# The Monty Hall Problem 

_with thanks to Jess Tierney, who uses the Monty Hall problem to talk about Bayesian statistics as well_

The Monty Hall problem is a classic example of the somewhat counter-intuitive nature of probability, often [infurating](https://www.wired.com/2014/11/monty-hall-erdos-limited-minds/), and a chance to demonstrate both Monte Carlo approaches to a probability problem (the brute force approach favored by your instructor, as you now know, for most problems) and an example of how we can use Bayes Rule to get at the answer we want given some related probabilities of what we know.  

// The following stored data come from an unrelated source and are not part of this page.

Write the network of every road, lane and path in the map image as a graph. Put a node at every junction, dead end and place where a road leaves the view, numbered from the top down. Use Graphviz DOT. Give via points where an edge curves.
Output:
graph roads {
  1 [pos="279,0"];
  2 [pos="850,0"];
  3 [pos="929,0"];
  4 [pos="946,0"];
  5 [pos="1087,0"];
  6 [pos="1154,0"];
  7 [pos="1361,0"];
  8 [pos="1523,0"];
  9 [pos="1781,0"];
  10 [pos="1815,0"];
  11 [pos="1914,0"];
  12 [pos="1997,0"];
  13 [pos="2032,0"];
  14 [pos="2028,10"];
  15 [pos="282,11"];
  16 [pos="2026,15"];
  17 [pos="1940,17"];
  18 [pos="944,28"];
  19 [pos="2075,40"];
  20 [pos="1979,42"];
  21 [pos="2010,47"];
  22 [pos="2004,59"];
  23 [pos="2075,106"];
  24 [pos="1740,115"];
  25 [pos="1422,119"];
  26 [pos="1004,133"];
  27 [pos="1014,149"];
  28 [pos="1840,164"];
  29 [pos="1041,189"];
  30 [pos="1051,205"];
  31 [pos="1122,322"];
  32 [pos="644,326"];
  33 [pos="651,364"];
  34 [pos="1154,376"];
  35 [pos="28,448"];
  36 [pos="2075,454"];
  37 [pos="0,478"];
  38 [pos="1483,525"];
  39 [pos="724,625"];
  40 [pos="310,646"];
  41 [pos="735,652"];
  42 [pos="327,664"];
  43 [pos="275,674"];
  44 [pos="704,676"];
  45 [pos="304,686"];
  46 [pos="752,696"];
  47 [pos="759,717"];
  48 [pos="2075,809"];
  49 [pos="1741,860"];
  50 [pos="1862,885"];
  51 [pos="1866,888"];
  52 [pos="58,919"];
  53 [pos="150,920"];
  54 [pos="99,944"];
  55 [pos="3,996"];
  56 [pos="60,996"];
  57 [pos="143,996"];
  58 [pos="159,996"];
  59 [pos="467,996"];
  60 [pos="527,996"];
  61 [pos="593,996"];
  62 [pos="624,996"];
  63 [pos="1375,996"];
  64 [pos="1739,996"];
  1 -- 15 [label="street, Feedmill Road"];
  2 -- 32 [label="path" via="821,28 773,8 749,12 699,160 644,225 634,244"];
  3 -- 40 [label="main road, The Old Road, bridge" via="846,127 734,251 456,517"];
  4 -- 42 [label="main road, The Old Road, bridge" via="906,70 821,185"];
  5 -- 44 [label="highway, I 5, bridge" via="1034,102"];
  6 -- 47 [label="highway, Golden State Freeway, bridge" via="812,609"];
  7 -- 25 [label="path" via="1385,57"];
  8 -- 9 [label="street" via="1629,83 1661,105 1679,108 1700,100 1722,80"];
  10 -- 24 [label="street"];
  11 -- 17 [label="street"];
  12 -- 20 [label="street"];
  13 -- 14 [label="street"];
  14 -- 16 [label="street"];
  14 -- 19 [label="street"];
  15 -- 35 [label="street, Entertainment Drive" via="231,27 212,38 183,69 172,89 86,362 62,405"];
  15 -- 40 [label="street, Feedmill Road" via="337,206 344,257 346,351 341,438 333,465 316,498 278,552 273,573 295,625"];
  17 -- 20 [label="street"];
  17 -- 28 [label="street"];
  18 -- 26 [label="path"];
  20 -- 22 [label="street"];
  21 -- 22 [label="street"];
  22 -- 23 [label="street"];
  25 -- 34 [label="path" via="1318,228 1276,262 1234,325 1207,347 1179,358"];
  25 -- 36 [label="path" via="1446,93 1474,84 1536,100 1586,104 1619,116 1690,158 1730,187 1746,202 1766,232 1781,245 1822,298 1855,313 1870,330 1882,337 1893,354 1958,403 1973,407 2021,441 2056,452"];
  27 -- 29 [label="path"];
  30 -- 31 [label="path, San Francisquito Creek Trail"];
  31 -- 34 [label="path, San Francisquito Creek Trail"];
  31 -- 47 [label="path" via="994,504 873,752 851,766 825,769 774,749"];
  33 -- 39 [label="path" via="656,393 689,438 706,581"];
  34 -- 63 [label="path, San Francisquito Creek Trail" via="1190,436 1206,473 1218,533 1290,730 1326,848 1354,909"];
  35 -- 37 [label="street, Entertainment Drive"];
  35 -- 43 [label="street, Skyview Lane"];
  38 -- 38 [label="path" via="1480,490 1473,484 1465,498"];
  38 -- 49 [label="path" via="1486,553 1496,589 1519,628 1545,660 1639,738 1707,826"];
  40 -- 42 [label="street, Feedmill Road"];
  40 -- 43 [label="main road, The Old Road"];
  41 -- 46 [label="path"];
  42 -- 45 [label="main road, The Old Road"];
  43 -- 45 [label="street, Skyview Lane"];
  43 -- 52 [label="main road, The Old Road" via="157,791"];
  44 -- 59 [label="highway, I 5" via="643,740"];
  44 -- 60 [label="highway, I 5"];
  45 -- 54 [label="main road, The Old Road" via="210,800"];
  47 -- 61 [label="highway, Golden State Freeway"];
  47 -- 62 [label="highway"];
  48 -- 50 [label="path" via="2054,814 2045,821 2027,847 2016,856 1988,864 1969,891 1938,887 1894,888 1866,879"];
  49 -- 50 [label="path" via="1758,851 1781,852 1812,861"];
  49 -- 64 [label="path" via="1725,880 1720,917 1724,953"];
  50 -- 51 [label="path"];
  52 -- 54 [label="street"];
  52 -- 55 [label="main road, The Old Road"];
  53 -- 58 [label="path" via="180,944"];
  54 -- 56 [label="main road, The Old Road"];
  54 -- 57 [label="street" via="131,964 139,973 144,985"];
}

Monty Hall was the host of a gameshow called 'Let's Make a Deal' that first came on the air in the 1960s (check out Youtube videos of the old shows, it is pretty wild).  Somewhat like 'The Price is Right', contestant were picked from the audience by the host, and they were usually wearing (often bizarre or outrageous) costumes.  Contestants then engaged in making deals with Monty (hence the name of the show), typically choosing from various curtains or closed doors to try and win prizes or potentially trade what they had already won for the chance at some greater prize (a new car, for instance).  Contestents were at risk however of trading for or selecting a door with a 'zonk' -- a live animal, for instance@ -- and getting nothing of value in the end (unless you needed a live animal, I suppose).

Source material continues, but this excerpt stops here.